Cahn-Hilliard Equations on Random Walk Spaces

TL;DR

This paper investigates a nonlocal Cahn-Hilliard model within random walk spaces, establishing existence, uniqueness, and asymptotic behavior of solutions, and linking it to gradient flow structures in a broad mathematical framework.

Contribution

It introduces a general nonlocal Cahn-Hilliard model on random walk spaces, proving fundamental properties and connecting it to gradient flow theory.

Findings

Existence and uniqueness of solutions in L^1

Cahn-Hilliard equation as a gradient flow of free energy

Analysis of asymptotic behavior of solutions

Abstract

In this paper we study a nonlocal Cahn-Hilliard model (CHE) in the framework of random walk spaces, which includes as particular cases, the CHE on locally finite weighted connected graphs, the CHE determined by finite Markov chains or the Cahn-Hilliard Equations driven by convolution integrable kernels.
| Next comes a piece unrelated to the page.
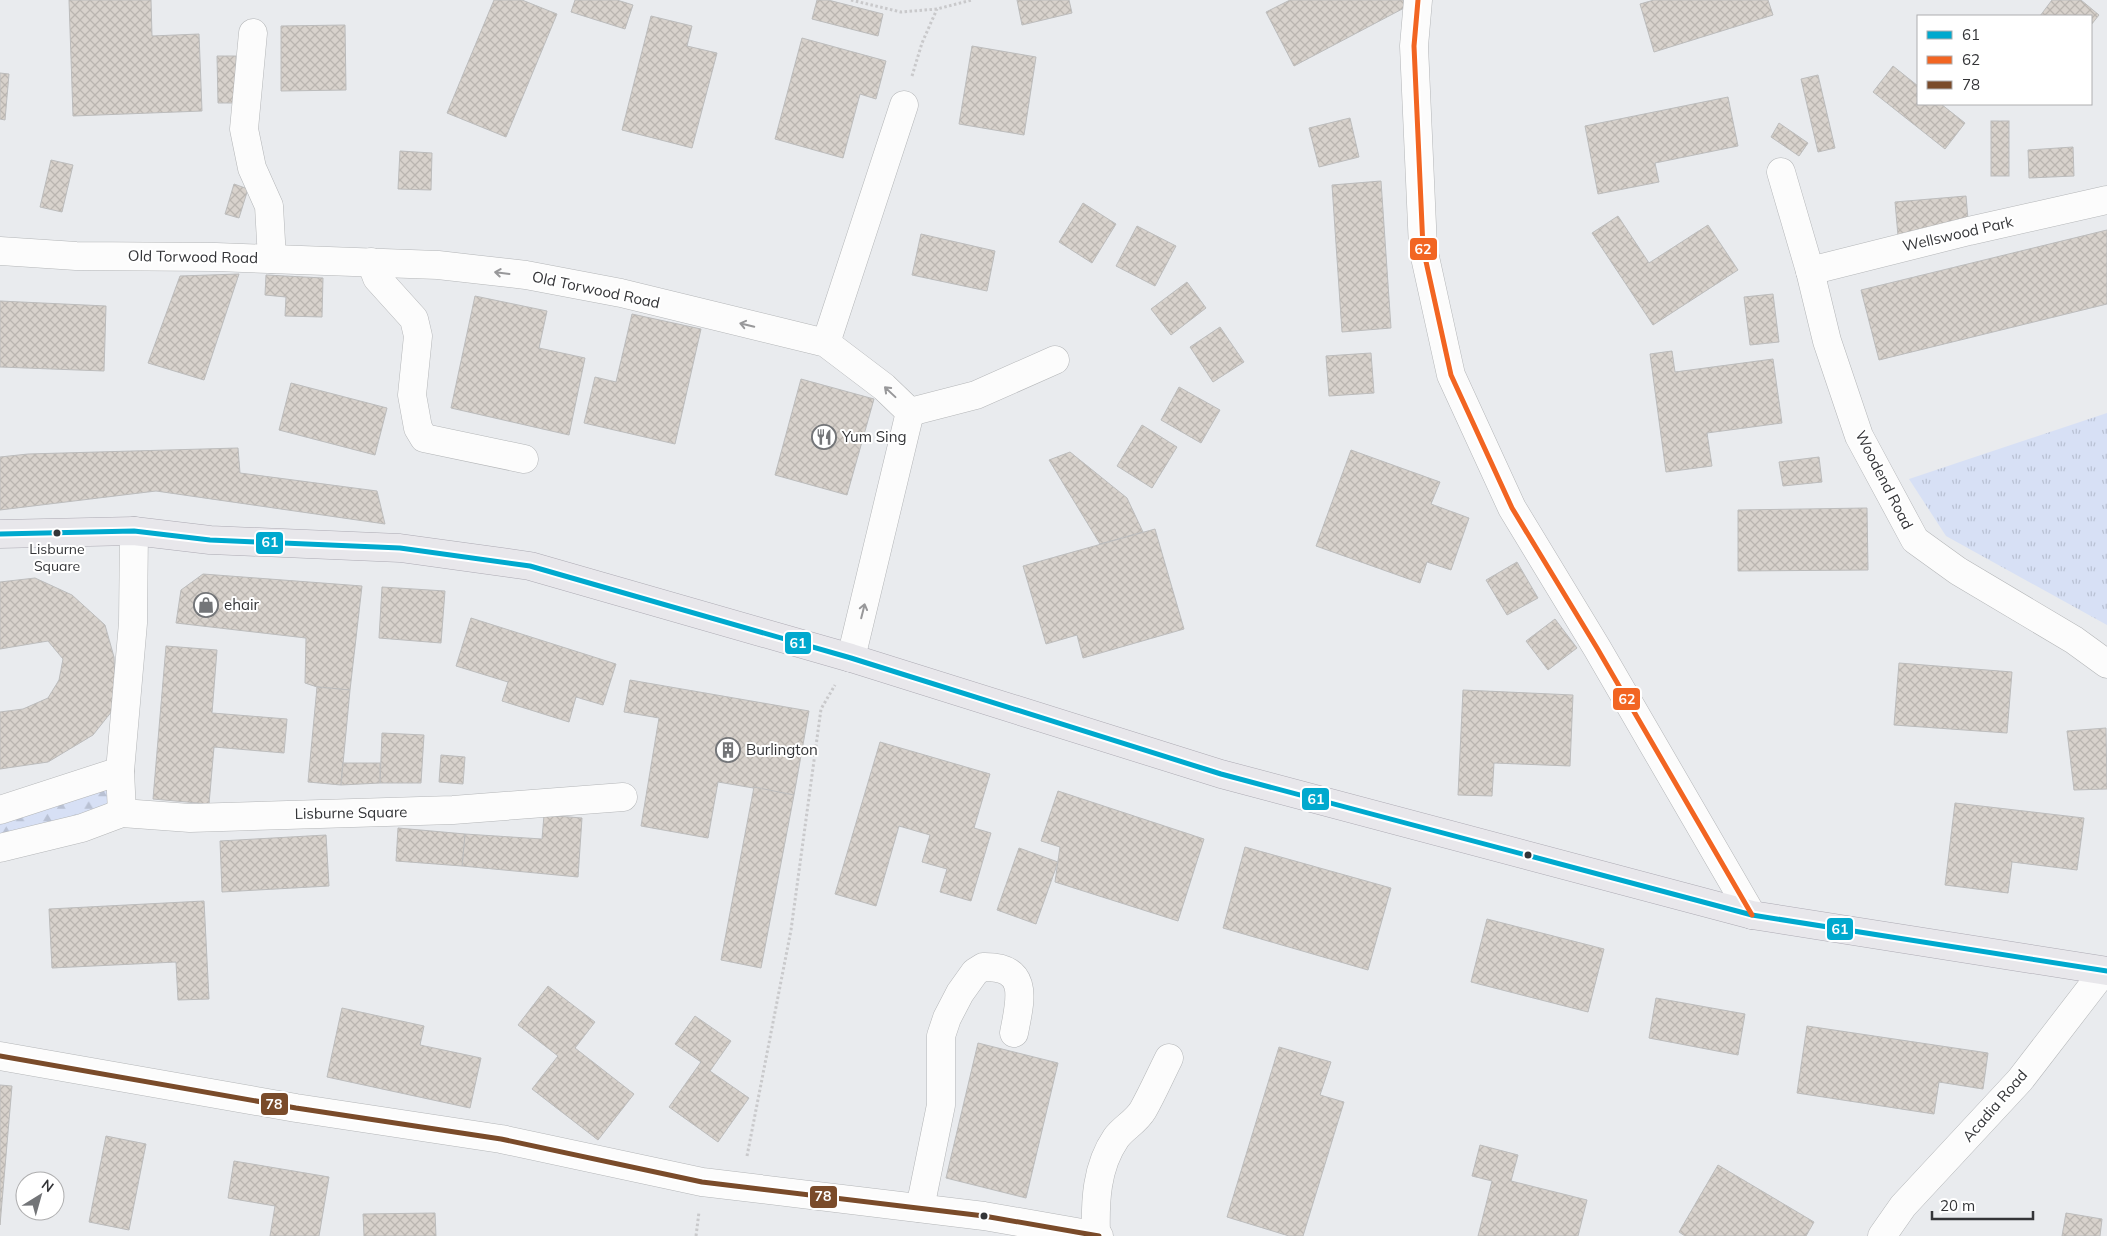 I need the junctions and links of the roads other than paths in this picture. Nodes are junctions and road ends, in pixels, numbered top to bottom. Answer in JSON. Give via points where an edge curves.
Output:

We consider different transitions for the phase and the chemical potential, and a large class of potentials including obstacle ones. We prove existence and uniqueness of solutions in $L^1$ of the Cahn-Hilliard Equation. We also show that the Cahn-Hilliard equation is the gradient flow of the Ginzburg-Landau free energy functional on an appropriate Hilbert space. We finally study the asymptotic behaviour of the solutions.